Ecumenism, they may imply, means that all denominations and all beliefs are equal, and other belief systems offer "wisdom" and tradition that Catholicism lacks. "Diversity" and "theological pluralism" are today's cardinal virtues. Thus author Bill Huebsch, a former parish DRE, told the 1998 East Coast Conference that Vatican II rejected the pre-conciliar beliefs that had led his parents to protest their daughter's marriage to a divorced Protestant.

The view that Jesus did not found a Church is widely held among the exponents of the "new catechetics," although ironically, the practices of primitive Christianity are presented as the only valid model for the contemporary Church. Arbitrary rules of feminist language prohibit not only the use of male pronouns, but also references to God as Father. Catechist magazine, self-described as the nation's largest catechetical journal, exemplifies that craven surrender to feminist pressure. In its current three-year Jubilee series on the Trinity, the magazine has designated 1999 as the year of the "Abba."

There is relentless propaganda, too, for admission of women to Holy Orders in "a renewed priestly ministry"--that is, a priesthood commissioned by a local community rather than ordained by and subject to the hierarchical Church. At the East Coast Conference, Baltimore's auxiliary Bishop P. Francis Murphy assured the audience that women will be ordained in the next century, after people grow so accustomed to "priestless" Communion services that they cease to distinguish them from the Mass.

A "seamless garment" code of public morality is promoted, in which abortion is mentioned only as one item--and never the first--on a list of social problems including war, poverty, racism, "homophobia," and the death penalty.
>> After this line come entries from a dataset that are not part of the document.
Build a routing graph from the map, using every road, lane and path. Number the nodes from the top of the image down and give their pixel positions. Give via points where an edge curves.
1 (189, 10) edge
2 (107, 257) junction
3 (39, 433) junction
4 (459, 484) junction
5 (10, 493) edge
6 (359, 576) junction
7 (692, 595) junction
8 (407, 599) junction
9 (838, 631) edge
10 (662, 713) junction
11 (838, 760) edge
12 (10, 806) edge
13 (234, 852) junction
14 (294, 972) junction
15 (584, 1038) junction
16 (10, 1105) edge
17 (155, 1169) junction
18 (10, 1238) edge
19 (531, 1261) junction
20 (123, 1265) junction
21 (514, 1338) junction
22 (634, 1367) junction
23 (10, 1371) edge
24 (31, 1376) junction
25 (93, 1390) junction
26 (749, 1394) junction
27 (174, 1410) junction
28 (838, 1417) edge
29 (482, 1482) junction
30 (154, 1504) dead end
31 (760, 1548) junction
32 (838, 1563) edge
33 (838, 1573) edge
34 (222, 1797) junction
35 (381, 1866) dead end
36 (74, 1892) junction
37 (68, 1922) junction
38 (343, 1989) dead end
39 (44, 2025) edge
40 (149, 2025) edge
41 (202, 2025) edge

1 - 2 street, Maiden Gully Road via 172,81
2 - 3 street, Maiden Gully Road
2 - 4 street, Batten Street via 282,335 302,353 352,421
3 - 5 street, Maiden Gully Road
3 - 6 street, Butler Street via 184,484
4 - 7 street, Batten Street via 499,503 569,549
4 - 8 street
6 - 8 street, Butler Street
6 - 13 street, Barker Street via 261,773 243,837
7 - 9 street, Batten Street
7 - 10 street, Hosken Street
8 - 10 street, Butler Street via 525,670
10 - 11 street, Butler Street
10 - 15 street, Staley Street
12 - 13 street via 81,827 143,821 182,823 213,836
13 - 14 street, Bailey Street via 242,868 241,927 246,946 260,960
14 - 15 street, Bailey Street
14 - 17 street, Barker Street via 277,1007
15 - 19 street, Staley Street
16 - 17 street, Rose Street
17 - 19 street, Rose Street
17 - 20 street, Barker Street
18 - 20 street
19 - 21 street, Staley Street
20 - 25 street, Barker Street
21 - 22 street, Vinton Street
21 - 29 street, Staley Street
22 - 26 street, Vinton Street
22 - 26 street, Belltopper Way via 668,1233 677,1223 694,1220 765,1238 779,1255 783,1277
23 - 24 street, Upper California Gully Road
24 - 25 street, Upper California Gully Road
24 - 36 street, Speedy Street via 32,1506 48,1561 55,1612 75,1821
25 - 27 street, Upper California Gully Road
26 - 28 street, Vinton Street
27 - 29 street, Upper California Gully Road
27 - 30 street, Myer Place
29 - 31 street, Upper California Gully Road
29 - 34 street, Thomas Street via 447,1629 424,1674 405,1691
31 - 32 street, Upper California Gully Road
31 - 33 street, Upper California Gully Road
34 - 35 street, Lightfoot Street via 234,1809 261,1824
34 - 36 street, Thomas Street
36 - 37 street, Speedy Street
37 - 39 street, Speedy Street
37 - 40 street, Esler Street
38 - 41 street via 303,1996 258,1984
Today's religious educators are still convinced that teaching "cognitive information" or "doctrinal propositions" cannot achieve the goals identified by a 1994 Lilly Foundation study done in cooperation with the US bishops. That goal is the formation of an adult Catholic with strong self-esteem and a clear "faith identity," who participates in the life of the Church, has a "practical spirituality for today's world," supports charities, and is committed to proclamation of the Gospel. Properly defined, these are desirable traits, but few are specifically Catholic or even necessarily Christian. Among the missing essentials are repentance for sins, and explicit belief in Jesus Christ.